Валигура - Юзеф Игнаций Крашевский
Шрифт:
Интервал:
Закладка:
Конрад немного забылся.
– Отец мой, – сказал он торопливо, – вы даёте рыцарству голос, потому что оно целиком в ваших руках… Силу и так Рим, и вы имеете предостаточно, нам также она нужна.
– Лишь бы вы её согласно христианскому закону использовали, – отозвался Иво спокойно.
Лешек своего мнения не излагал, смотрел на епископа, Конрад на него. Немного помолчали. С лица князя Мазовецкого было видно некоторое пренебрежение и вера в свою силу.
– Когда и где вы назначаете съезд? – спросил, бросая уже щепетильный предмет, Конрад.
Лешек посмотрел на Иво, а стоящий сбоку Воевода возвысил голос:
– Его подобает созвать не так далеко от поморской границы; и не давать Святополку повода для отказа… Он, быть может, побоится, зная своего гневного пана, глубже в край запускать.
Конрад дал знак позволения головой.
– Следовало бы собраться где-нибудь около Накла, – сказал медленно Лешек.
– Да, – воскликнул Конрад, – чтобы, если его Святополк не сдаст добровольно, отобрать у него.
– Что справедливо, – сказал епископ.
– Вы не должны стоять за Накло, который был поморским, – отозвался Конрад, – лишь бы дань платить обещал.
Никто ничего не сказал.
– Мне также нужно знать, – добавил князь Мазовецкий, – когда хотите устроить съезд? Потому что я должен бдить около границ. Пока лето и урожай, никому не захочется выезжать из дома. Духовенство также сначала должно собрать десятину, а хотите рыцарства, у тех также есть дела до осени.
– Значит, осенью, и не позже, потому что лежать в шатрах и шалашах, когда морозы стукнут, неудобно, – сказал Лешек. – Даже если мы выберем значительный замок, нас, духовных отцов и дворы ни один не поместит.
– Мы привыкли к шатрам! – рассмеялся Конрад. – Тепло они сохраняют, а в них человеку рыцарскому уютней, чем в хате, что как сухая кучка от любой искры сгорит.
– Было бы хорошо на Святого Мартина, – предложил епископ.
– Я с этим согласен, – подтвердил Лешек, – этот великий патрон, что с убогим плащём делился, научит нас для согласия что-нибудь пожертвовать.
У Конрада была насмешливая улыбка, которую сдержал.

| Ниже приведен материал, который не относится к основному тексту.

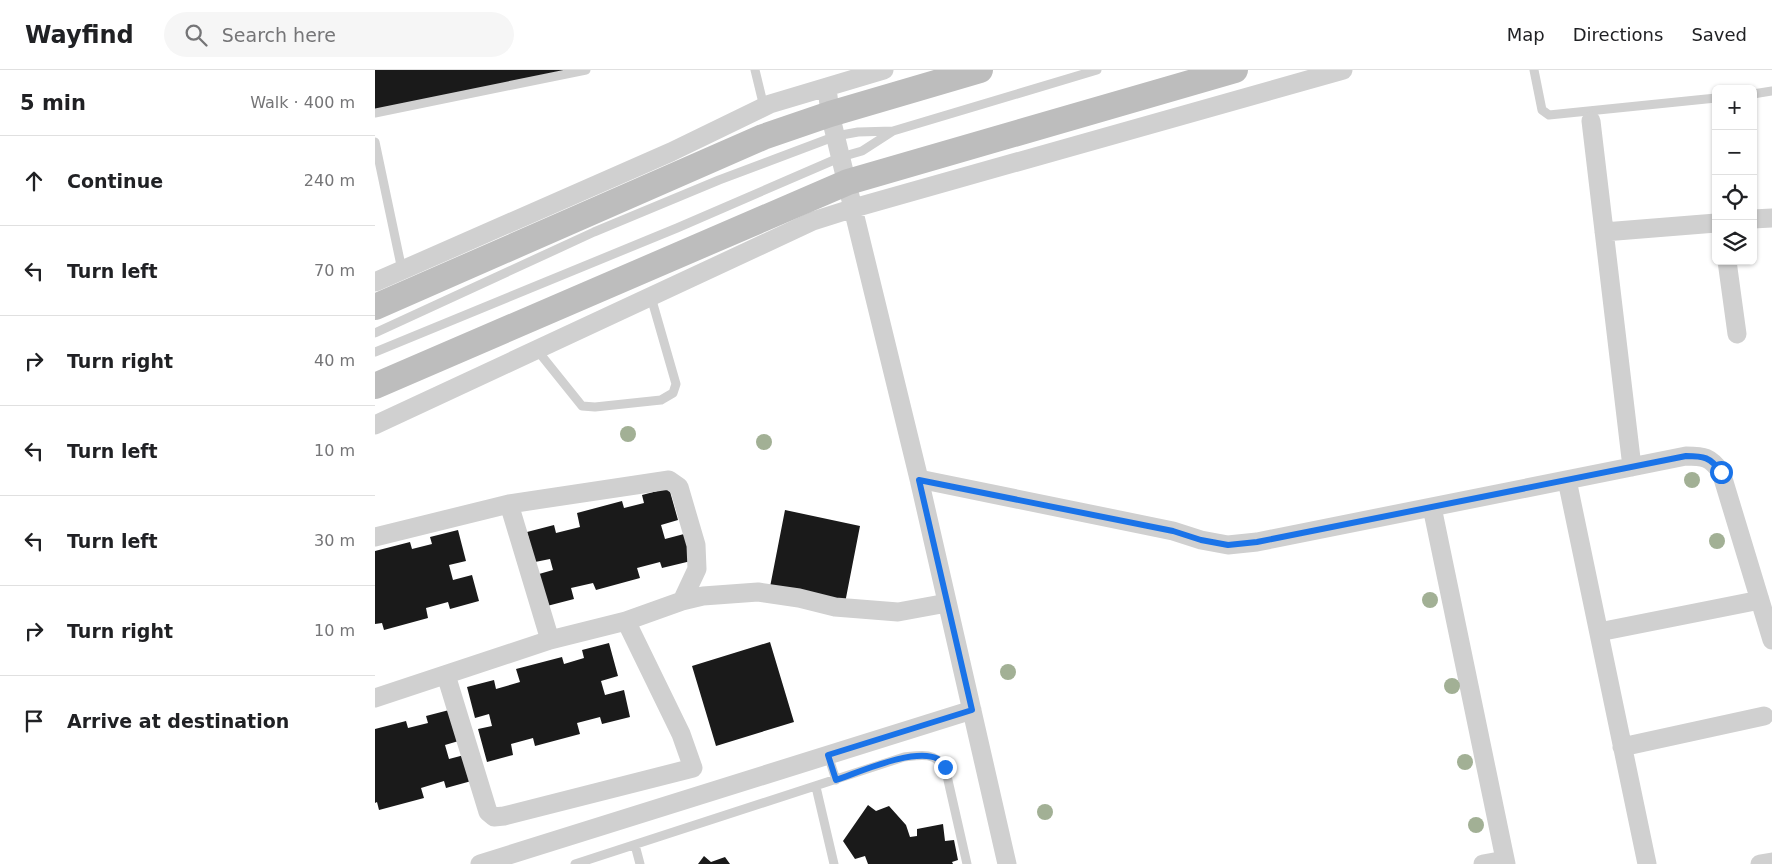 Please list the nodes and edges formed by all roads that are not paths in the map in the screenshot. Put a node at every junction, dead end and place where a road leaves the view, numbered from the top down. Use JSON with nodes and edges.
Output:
{"nodes":[{"id":1,"x":586,"y":70,"type":"edge"},
{"id":2,"x":755,"y":70,"type":"edge"},
{"id":3,"x":884,"y":70,"type":"edge"},
{"id":4,"x":981,"y":70,"type":"edge"},
{"id":5,"x":1097,"y":70,"type":"edge"},
{"id":6,"x":1235,"y":70,"type":"edge"},
{"id":7,"x":1343,"y":70,"type":"edge"},
{"id":8,"x":1534,"y":70,"type":"edge"},
{"id":9,"x":827,"y":87,"type":"junction"},
{"id":10,"x":1772,"y":92,"type":"edge"},
{"id":11,"x":1757,"y":94,"type":"edge"},
{"id":12,"x":1712,"y":98,"type":"edge"},
{"id":13,"x":763,"y":107,"type":"junction"},
{"id":14,"x":375,"y":113,"type":"edge"},
{"id":15,"x":1591,"y":121,"type":"dead end"},
{"id":16,"x":833,"y":125,"type":"junction"},
{"id":17,"x":893,"y":131,"type":"junction"},
{"id":18,"x":375,"y":142,"type":"edge"},
{"id":19,"x":841,"y":158,"type":"junction"},
{"id":20,"x":848,"y":182,"type":"junction"},
{"id":21,"x":854,"y":208,"type":"junction"},
{"id":22,"x":1772,"y":218,"type":"edge"},
{"id":23,"x":1757,"y":219,"type":"edge"},
{"id":24,"x":1712,"y":223,"type":"edge"},
{"id":25,"x":1604,"y":232,"type":"junction"},
{"id":26,"x":1728,"y":265,"type":"edge"},
{"id":27,"x":402,"y":270,"type":"junction"},
{"id":28,"x":375,"y":282,"type":"edge"},
{"id":29,"x":651,"y":296,"type":"junction"},
{"id":30,"x":375,"y":308,"type":"edge"},
{"id":31,"x":375,"y":333,"type":"edge"},
{"id":32,"x":1737,"y":334,"type":"dead end"},
{"id":33,"x":537,"y":350,"type":"junction"},
{"id":34,"x":375,"y":352,"type":"edge"},
{"id":35,"x":375,"y":386,"type":"edge"},
{"id":36,"x":375,"y":425,"type":"edge"},
{"id":37,"x":1632,"y":467,"type":"junction"},
{"id":38,"x":919,"y":480,"type":"junction"},
{"id":39,"x":1567,"y":480,"type":"junction"},
{"id":40,"x":509,"y":504,"type":"junction"},
{"id":41,"x":1432,"y":507,"type":"junction"},
{"id":42,"x":375,"y":538,"type":"edge"},
{"id":43,"x":1760,"y":600,"type":"junction"},
{"id":44,"x":682,"y":601,"type":"junction"},
{"id":45,"x":947,"y":603,"type":"junction"},
{"id":46,"x":626,"y":621,"type":"junction"},
{"id":47,"x":1599,"y":632,"type":"junction"},
{"id":48,"x":550,"y":640,"type":"junction"},
{"id":49,"x":1772,"y":640,"type":"edge"},
{"id":50,"x":446,"y":675,"type":"junction"},
{"id":51,"x":375,"y":698,"type":"edge"},
{"id":52,"x":972,"y":710,"type":"junction"},
{"id":53,"x":1764,"y":716,"type":"dead end"},
{"id":54,"x":1622,"y":747,"type":"junction"},
{"id":55,"x":828,"y":755,"type":"junction"},
{"id":56,"x":693,"y":768,"type":"junction"},
{"id":57,"x":836,"y":780,"type":"junction"},
{"id":58,"x":816,"y":787,"type":"junction"},
{"id":59,"x":701,"y":794,"type":"junction"},
{"id":60,"x":635,"y":845,"type":"junction"},
{"id":61,"x":1505,"y":862,"type":"edge"},
{"id":62,"x":1772,"y":862,"type":"edge"},
{"id":63,"x":480,"y":864,"type":"edge"},
{"id":64,"x":575,"y":864,"type":"edge"},
{"id":65,"x":640,"y":864,"type":"edge"},
{"id":66,"x":834,"y":864,"type":"edge"},
{"id":67,"x":967,"y":864,"type":"edge"},
{"id":68,"x":1007,"y":864,"type":"edge"},
{"id":69,"x":1483,"y":864,"type":"edge"},
{"id":70,"x":1647,"y":864,"type":"edge"},
{"id":71,"x":1760,"y":864,"type":"edge"}],
"edges":[{"from":1,"to":14,"type":"lane"},
{"from":2,"to":13,"type":"lane"},
{"from":3,"to":9,"type":"street"},
{"from":4,"to":16,"type":"main road"},
{"from":5,"to":17,"type":"lane"},
{"from":6,"to":20,"type":"main road"},
{"from":7,"to":21,"type":"street"},
{"from":8,"to":12,"type":"lane"},
{"from":9,"to":13,"type":"street"},
{"from":9,"to":16,"type":"street"},
{"from":10,"to":11,"type":"lane"},
{"from":13,"to":27,"type":"street"},
{"from":15,"to":25,"type":"street"},
{"from":16,"to":17,"type":"lane"},
{"from":16,"to":19,"type":"street"},
{"from":16,"to":30,"type":"main road"},
{"from":16,"to":31,"type":"lane"},
{"from":17,"to":19,"type":"lane"},
{"from":18,"to":27,"type":"lane"},
{"from":19,"to":20,"type":"street"},
{"from":19,"to":34,"type":"lane"},
{"from":20,"to":21,"type":"street"},
{"from":20,"to":35,"type":"main road"},
{"from":21,"to":29,"type":"street"},
{"from":21,"to":38,"type":"street"},
{"from":22,"to":23,"type":"street"},
{"from":24,"to":25,"type":"street"},
{"from":25,"to":37,"type":"street"},
{"from":26,"to":32,"type":"street"},
{"from":27,"to":28,"type":"street"},
{"from":29,"to":33,"type":"street"},
{"from":29,"to":33,"type":"lane"},
{"from":33,"to":36,"type":"street"},
{"from":37,"to":39,"type":"street"},
{"from":37,"to":43,"type":"street"},
{"from":38,"to":41,"type":"street"},
{"from":38,"to":45,"type":"street"},
{"from":39,"to":41,"type":"street"},
{"from":39,"to":47,"type":"street"},
{"from":40,"to":42,"type":"street"},
{"from":40,"to":44,"type":"street"},
{"from":40,"to":48,"type":"street"},
{"from":41,"to":61,"type":"street"},
{"from":43,"to":47,"type":"street"},
{"from":43,"to":49,"type":"street"},
{"from":44,"to":45,"type":"street"},
{"from":44,"to":46,"type":"street"},
{"from":45,"to":52,"type":"street"},
{"from":46,"to":48,"type":"street"},
{"from":46,"to":56,"type":"street"},
{"from":47,"to":54,"type":"street"},
{"from":48,"to":50,"type":"street"},
{"from":50,"to":51,"type":"street"},
{"from":50,"to":56,"type":"street"},
{"from":52,"to":55,"type":"street"},
{"from":52,"to":68,"type":"street"},
{"from":53,"to":54,"type":"street"},
{"from":54,"to":70,"type":"street"},
{"from":55,"to":57,"type":"lane"},
{"from":55,"to":59,"type":"street"},
{"from":56,"to":59,"type":"street"},
{"from":57,"to":58,"type":"lane"},
{"from":57,"to":67,"type":"lane"},
{"from":58,"to":60,"type":"lane"},
{"from":58,"to":66,"type":"lane"},
{"from":59,"to":63,"type":"street"},
{"from":60,"to":64,"type":"lane"},
{"from":60,"to":65,"type":"lane"},
{"from":61,"to":69,"type":"street"},
{"from":62,"to":71,"type":"street"}]}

– А место? Его нужно заранее назначить, чтобы каждый подготовился.
– Как думаете? – спросил Лешек епископа.
– В той стороне найдётся, верно, какая-нибудь монастырская деревня с костёлом, на землях которой можно будет разложиться.
Казалось, князь Конрад что-то ищет в уме.
– Имеют там свою землю монахи из Тремешна, – сказал он, подумав.
– Гонсаву, если не ошибаюсь, – доложил епископ. – Для нас это очень далёкий край и околица пустынная – но раз нужно собираться в стороне Накла и у границы, – и в Гонсаве хорошо. Долго находиться там не будем, с Божьей помощью.
– За Святополком бы сразу послать, – прибавил Конрад, – чтобы время для раздумья имел.
– Вам это от имени брата легче всего будет, – сказал епископ. – Поддержите своим авторитетом его требование… посылайте, посылайте…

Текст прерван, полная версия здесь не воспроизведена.